However, if the students are exempted from the vaccine, the university wants them to wear a mask and be tested twice a week. The students are arguing that the mandate by IU is an infringement of their 14th Amendment right.
“IU is coercing students to give up their rights to bodily integrity, autonomy, and of medical treatment choice in exchange for the discretionary benefit of matriculating at IU,” Bopp told the Supreme Court.
Meanwhile, a Lower court has ruled against the students, citing as an example a Supreme Court decision from 1905 that said that states can require vaccines for smallpox.
“These plaintiffs just need to wear a mask and be tested, requirements that are not constitutionally problematic,” the court stated, and added that vaccination is a condition for attending the university.

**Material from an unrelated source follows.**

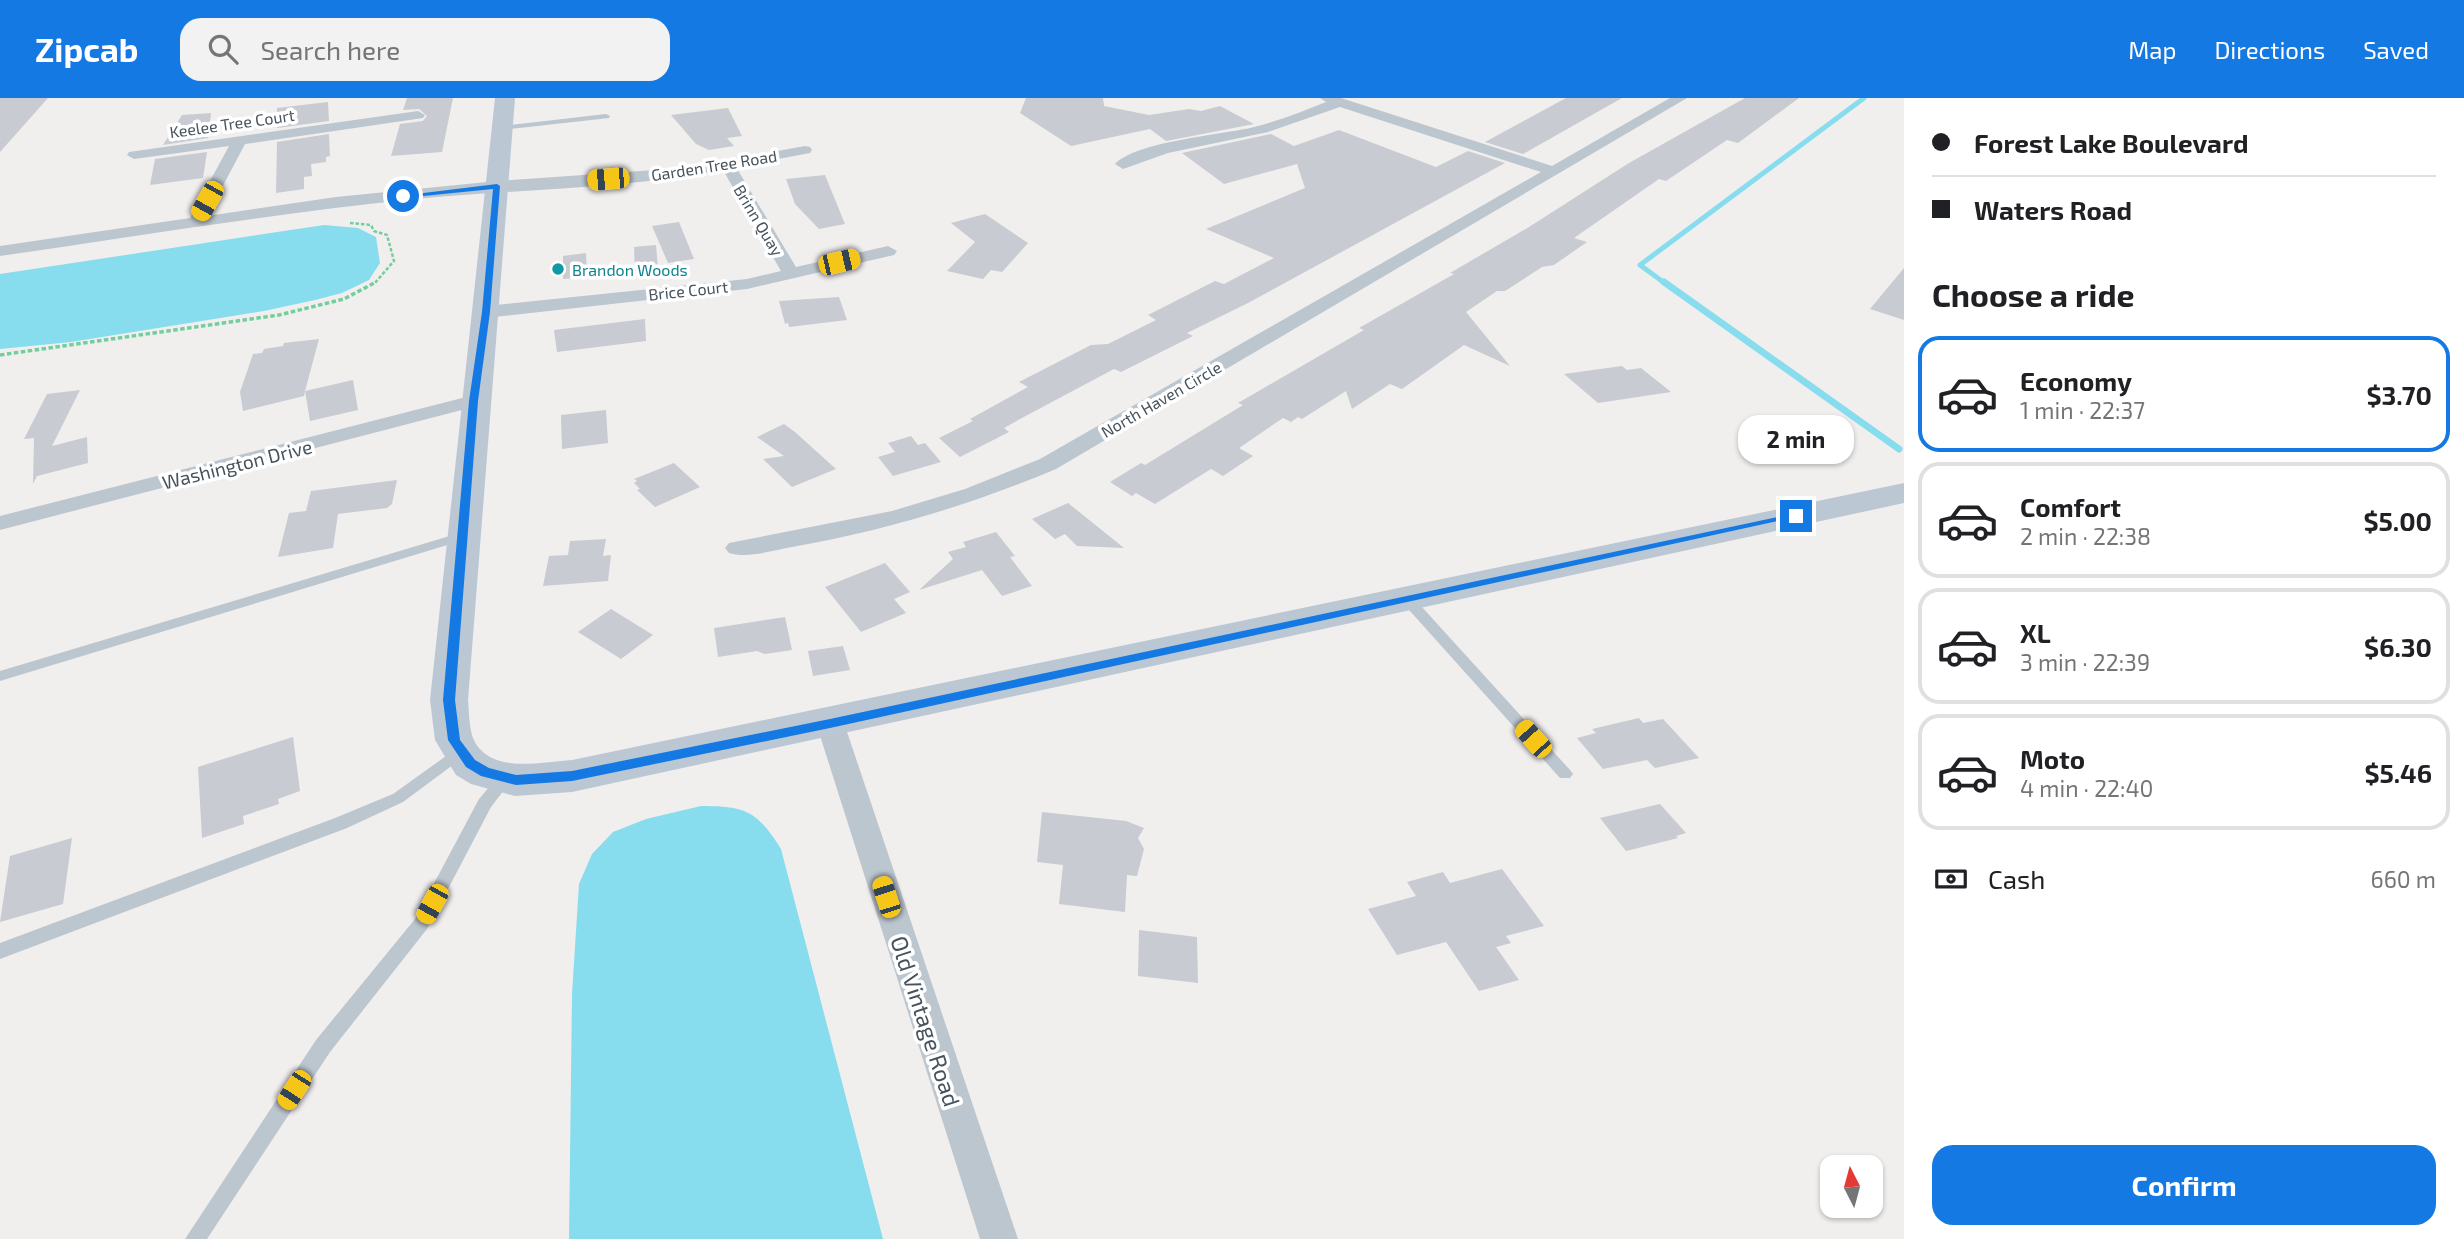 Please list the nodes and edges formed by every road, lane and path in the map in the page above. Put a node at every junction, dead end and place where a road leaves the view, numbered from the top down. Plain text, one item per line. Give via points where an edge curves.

“A university will have trouble operating when each student fears that everyone else may be spreading diseases,” the court stated. “Few people want to return to remote education—and we do not think that the Constitution forces the distance-learning approach on a university that believes vaccination (or masks and frequent testing of the unvaccinated) will make in-person operations safe enough.”
Indiana University did not immediately respond to a request for comment on the students’ Supreme Court appeal.
On May. 19, Indiana state representatives sent a letter to the governor asking him to use his authority to stop the university from mandating vaccines.
“Nobody is disputing that COVID-19 is real, or dismissing the contributions of healthcare professionals over the past year,“ they wrote. ”However, enforcing a mandate that students and faculty accept a vaccine that does not have full FDA approval is unconscionable.”